When you’re married, you share everything. You share kids. You share money. You share your home. You share your life.
Then you decide to divorce, and everything changes.
Suddenly, you don’t share anything, including the kids. You disagree about who should be with the kids and for how much time. It’s a mess.
Sometimes, you come to an understanding about custody and parent-time. You work out a schedule and stick with it for a while. All of this is unwritten, of course, because what parent writes down the time they spend with their kids? (Answer: none.)
So, with this understanding in mind, the question becomes: why should you have a written agreement about custody?
There are so many reasons. Let me go over a few:
- You can’t enforce an unwritten custody agreement.
If your ex changes the custody agreement, you have nothing to prove what the agreement used to be. Bottom line: you can’t enforce that which you can’t read.
- If it’s not written, no one’s going to follow it very long.

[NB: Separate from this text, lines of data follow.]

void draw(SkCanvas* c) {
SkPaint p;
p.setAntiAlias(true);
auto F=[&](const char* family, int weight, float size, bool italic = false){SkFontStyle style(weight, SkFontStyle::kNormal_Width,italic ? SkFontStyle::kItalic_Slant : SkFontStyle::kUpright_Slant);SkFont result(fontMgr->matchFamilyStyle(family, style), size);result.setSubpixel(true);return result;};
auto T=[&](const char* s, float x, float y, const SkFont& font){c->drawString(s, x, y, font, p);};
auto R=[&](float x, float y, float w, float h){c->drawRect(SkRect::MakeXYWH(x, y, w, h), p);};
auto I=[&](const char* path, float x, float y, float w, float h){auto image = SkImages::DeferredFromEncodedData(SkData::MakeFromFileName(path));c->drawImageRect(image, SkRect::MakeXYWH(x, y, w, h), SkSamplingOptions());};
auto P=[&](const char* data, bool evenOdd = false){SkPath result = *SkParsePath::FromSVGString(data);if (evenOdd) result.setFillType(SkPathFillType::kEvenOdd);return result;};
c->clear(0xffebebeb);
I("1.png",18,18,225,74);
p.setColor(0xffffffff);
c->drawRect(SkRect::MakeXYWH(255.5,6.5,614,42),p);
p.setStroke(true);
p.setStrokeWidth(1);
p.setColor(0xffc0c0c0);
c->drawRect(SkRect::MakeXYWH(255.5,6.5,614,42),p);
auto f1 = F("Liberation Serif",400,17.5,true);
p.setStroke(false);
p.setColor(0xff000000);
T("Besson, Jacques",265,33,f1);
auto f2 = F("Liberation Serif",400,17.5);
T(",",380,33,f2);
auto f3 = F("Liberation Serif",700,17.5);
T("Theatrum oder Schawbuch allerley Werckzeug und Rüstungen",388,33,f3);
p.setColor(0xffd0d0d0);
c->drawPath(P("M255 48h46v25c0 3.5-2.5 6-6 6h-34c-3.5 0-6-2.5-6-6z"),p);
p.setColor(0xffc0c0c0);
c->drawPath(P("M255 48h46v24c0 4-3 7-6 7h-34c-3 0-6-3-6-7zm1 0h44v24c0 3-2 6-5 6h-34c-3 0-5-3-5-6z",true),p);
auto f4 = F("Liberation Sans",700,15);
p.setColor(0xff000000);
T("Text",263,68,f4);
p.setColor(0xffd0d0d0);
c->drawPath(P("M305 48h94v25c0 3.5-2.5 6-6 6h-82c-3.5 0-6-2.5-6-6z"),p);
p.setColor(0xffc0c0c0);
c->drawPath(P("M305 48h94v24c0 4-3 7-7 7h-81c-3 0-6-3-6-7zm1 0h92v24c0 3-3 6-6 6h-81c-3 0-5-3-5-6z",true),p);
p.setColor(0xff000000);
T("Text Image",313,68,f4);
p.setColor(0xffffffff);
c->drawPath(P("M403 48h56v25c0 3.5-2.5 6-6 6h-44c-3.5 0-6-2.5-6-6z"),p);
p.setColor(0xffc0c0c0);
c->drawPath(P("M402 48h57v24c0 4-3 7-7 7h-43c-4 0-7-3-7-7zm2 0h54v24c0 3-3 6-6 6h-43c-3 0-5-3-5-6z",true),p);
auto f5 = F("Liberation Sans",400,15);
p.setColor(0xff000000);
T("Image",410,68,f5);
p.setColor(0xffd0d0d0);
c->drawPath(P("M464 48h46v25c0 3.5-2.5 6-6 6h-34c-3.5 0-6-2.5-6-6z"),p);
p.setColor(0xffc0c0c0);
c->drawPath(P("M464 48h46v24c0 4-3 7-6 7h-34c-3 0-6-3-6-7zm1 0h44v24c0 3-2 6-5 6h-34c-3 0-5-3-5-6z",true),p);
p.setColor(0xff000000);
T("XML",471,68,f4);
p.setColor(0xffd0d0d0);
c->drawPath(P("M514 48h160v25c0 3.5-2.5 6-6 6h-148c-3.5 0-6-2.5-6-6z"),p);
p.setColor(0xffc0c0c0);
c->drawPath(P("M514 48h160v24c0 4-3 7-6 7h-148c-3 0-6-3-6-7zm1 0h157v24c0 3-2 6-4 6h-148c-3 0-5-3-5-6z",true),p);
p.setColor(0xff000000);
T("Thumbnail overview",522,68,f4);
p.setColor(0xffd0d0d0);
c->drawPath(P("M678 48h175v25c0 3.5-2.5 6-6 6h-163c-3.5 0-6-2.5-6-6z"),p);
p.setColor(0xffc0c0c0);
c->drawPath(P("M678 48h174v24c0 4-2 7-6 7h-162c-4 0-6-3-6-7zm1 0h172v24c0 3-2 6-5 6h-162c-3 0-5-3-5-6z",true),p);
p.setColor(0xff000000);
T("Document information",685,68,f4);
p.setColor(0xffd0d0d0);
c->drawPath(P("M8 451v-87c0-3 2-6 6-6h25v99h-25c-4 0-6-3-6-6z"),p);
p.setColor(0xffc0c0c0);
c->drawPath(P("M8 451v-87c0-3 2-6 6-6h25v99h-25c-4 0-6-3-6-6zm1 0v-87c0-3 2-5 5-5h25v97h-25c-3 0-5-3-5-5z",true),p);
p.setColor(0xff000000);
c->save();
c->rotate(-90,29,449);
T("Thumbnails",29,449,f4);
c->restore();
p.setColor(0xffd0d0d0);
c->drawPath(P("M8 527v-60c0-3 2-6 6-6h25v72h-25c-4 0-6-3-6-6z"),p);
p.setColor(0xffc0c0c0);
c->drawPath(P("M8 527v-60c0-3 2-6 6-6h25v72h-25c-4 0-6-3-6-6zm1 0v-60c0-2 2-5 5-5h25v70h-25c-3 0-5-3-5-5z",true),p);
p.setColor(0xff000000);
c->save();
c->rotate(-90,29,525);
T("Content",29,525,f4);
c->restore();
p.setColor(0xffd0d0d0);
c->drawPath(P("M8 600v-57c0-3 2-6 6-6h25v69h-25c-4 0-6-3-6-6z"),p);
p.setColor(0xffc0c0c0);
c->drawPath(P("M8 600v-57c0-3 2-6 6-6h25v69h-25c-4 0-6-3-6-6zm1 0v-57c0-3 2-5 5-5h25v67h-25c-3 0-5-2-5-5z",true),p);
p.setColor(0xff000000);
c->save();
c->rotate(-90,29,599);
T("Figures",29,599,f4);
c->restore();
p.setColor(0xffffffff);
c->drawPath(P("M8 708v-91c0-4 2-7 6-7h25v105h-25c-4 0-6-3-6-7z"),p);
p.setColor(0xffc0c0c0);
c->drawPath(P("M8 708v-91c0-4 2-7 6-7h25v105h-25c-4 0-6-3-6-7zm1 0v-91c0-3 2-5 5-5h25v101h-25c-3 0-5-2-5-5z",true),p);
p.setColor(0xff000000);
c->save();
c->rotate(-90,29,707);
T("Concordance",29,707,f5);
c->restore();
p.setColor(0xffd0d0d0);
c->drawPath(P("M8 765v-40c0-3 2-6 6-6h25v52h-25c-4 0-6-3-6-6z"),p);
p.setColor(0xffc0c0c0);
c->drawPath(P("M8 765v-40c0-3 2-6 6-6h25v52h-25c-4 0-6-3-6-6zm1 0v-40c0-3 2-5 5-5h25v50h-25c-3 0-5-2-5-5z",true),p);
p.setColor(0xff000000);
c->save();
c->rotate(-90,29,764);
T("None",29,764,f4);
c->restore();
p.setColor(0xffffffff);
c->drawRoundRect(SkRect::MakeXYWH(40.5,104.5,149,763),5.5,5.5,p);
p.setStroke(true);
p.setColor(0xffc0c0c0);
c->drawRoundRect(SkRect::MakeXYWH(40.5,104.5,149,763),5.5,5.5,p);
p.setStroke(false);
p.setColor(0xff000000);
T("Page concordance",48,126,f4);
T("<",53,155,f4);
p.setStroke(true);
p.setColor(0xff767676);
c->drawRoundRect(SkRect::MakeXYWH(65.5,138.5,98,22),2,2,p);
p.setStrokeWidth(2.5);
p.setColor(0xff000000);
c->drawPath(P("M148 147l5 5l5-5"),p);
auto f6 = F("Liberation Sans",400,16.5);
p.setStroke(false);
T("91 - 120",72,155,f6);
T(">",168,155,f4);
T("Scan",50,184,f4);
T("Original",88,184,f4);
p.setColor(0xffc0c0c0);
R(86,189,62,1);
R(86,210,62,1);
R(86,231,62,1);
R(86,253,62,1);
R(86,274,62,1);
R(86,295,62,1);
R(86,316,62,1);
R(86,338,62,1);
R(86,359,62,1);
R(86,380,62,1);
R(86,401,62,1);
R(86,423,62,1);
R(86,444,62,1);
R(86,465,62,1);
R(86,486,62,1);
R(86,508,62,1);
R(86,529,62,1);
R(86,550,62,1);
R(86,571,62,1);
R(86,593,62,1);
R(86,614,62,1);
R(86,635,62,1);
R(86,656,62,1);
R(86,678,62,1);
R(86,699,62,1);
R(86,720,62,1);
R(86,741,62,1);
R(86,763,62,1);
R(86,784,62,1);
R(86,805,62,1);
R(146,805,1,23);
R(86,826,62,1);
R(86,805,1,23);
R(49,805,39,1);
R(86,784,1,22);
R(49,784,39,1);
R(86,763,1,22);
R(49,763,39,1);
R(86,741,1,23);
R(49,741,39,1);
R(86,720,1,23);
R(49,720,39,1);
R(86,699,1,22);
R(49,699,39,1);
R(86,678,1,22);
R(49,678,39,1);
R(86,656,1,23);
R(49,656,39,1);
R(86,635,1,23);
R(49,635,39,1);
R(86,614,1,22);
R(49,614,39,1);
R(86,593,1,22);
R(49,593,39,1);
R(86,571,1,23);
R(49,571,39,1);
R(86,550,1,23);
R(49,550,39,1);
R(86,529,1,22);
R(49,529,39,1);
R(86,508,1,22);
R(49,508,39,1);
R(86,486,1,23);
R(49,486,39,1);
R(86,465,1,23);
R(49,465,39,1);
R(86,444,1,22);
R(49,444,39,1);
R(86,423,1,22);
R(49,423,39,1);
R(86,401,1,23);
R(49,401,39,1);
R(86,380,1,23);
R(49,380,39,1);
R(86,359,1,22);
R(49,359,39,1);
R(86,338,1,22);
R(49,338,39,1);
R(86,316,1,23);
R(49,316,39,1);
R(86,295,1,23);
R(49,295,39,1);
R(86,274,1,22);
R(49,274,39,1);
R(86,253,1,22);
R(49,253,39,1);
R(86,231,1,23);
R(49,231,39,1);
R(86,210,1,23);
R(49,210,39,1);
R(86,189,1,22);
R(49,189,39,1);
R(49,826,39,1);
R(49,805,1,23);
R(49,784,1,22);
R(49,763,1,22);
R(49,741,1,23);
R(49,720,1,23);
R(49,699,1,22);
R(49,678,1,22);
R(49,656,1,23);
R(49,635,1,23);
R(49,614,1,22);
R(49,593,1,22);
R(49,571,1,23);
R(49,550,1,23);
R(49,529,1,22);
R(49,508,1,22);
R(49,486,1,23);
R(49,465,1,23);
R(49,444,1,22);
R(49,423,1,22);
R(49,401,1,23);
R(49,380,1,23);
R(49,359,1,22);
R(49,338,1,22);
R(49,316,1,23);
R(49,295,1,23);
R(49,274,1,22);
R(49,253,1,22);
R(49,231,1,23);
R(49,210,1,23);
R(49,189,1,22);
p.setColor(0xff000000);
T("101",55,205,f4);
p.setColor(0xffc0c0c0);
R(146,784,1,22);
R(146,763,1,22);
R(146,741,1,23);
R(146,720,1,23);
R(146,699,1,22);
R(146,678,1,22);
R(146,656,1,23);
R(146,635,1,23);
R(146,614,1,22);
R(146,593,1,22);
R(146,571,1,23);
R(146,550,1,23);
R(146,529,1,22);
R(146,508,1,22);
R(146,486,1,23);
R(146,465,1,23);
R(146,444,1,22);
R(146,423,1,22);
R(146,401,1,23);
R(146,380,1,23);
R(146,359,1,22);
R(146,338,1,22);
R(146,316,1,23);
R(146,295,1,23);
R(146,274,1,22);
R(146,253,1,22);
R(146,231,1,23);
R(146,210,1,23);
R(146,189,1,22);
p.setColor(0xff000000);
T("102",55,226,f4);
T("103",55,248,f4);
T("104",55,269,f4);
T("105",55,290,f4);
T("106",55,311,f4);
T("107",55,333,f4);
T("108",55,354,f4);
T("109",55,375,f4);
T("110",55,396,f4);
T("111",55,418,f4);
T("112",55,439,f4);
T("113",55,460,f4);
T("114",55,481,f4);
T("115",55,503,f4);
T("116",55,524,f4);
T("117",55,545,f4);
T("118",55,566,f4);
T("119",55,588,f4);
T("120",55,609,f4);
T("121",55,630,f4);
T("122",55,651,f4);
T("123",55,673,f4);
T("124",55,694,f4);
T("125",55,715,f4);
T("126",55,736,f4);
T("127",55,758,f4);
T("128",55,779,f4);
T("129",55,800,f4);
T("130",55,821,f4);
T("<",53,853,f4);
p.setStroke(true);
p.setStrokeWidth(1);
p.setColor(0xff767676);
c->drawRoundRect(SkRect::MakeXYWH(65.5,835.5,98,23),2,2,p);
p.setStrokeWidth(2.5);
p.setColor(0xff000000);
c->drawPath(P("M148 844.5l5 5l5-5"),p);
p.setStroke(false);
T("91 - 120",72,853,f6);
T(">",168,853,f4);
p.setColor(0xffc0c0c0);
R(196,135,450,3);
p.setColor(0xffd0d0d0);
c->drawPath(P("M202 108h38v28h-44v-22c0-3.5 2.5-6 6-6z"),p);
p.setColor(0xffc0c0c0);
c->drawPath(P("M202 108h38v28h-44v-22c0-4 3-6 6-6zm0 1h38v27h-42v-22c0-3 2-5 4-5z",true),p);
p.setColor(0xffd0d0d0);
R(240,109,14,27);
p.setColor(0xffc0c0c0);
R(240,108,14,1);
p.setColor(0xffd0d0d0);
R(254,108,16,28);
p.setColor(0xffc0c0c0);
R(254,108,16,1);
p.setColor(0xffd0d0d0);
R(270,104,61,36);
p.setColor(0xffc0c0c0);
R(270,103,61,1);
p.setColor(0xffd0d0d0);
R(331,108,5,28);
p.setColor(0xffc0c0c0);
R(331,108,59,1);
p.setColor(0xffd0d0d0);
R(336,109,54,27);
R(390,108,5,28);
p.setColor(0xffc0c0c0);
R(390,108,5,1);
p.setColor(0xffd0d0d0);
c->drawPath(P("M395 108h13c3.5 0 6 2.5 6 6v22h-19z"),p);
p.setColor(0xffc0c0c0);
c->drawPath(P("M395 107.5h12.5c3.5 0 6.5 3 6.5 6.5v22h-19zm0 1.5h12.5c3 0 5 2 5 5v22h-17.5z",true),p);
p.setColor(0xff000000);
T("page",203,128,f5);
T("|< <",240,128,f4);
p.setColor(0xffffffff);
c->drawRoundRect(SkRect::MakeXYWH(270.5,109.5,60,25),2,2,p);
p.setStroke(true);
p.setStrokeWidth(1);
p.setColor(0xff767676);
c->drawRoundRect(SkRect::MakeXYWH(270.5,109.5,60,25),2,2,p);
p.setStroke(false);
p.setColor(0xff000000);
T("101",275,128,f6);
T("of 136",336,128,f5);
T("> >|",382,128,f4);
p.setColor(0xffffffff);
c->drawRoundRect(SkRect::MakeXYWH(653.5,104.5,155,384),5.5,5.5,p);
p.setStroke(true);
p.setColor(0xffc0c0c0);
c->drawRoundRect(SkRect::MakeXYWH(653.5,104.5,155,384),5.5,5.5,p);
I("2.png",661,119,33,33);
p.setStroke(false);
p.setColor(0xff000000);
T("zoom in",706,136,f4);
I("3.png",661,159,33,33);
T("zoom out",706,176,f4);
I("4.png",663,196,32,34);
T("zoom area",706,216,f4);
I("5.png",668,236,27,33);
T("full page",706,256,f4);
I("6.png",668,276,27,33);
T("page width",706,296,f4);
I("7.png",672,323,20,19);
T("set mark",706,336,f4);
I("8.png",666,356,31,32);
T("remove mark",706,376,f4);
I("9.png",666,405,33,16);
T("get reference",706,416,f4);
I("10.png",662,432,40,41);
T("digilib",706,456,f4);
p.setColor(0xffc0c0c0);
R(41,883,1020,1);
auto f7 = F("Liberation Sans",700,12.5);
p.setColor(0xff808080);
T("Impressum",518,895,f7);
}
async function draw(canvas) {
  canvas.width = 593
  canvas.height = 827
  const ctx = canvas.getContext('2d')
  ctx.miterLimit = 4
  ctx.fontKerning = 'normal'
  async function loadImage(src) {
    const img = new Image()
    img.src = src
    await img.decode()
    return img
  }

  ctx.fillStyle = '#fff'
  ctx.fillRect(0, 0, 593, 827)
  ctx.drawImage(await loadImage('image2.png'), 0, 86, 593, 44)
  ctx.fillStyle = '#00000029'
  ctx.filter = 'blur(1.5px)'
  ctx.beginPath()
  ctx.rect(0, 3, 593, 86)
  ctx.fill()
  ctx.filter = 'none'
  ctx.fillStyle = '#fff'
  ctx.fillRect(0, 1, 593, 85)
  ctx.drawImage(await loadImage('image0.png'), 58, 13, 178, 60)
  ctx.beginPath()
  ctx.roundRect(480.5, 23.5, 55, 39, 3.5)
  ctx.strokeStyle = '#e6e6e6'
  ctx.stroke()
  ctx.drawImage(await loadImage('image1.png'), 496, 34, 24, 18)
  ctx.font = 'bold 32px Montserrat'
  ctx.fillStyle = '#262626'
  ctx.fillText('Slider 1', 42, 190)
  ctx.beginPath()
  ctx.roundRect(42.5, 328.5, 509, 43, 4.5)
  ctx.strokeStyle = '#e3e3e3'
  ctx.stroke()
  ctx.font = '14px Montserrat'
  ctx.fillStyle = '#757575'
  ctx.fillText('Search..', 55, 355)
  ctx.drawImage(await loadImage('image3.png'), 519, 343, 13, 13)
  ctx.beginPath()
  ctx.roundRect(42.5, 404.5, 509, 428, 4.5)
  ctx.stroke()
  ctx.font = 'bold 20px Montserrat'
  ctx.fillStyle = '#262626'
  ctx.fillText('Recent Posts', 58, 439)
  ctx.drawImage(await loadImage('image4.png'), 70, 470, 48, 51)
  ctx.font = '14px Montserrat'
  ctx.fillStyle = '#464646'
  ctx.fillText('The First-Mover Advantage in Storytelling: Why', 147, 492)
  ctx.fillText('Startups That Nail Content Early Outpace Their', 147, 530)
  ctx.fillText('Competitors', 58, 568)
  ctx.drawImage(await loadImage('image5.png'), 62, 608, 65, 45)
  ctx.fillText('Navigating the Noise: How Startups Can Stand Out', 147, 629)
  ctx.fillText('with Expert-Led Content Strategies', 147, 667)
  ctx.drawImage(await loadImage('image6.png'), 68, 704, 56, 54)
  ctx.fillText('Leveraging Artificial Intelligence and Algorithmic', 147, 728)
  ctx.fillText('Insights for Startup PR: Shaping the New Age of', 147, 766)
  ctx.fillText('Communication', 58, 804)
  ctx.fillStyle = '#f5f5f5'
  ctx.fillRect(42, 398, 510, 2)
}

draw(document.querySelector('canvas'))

I’ve seen very few situations in which parents follow unwritten agreement for very long. When you don’t have something in writing to fall back on, people start making up new parent-time schedules and then telling the other person about them.
- Your ex can move away with your kids whenever he or she wants.
If you don’t a written custody agreement, you and your ex are both free to move to another city or state whenever you want. Sounds absurd and dirty, but it’s true. We’ve seen it happen to good parents more times than we can count.
- You’ll have a hard time collecting/paying the correct child support.
If you don’t spell out your custody arrangements in writing and lay out the number of overnights your kids spend with each of you, you’ll have a difficult time calculating the correct child support. Practically, this means someone will always pay too much or too little, which creates resentment on both sides.
And, if refuses to pay child support, you don’t have anything to prove what those payments should have been. Makes it almost impossible to collect.
- If you disagree about the parent-time schedule, you don’t have anything to prove your right.
Parent-time schedules can get complicated (holidays, summer, trading days, etc.), and if you don’t have a base schedule written down, you can argue for days. If it’s written down, you can go back to the agreement and see who’s right.
- It creates conflict.
If you have a written custody agreement and parent-time schedule, you argue less. And arguing less means less stress and headache. No one likes to fight with their ex, so minimize the opportunity for conflict. Write it down.
What Type of Written Custody Agreement Should We Have?
Now that we’ve established why you should have a written custody agreement, let’s talk about what type of agreement that should be.
What I mean is should you have an agreement you just write up, or one from the courts?
A written agreement is better than no written agreement, but if it’s not from the court (e.g., a divorce decree, temporary order, or child custody order), then it’s not worth much.
To be enforceable and give you peace of mind, you need a divorce decree or order from the court. Anything else is going to leave you lacking.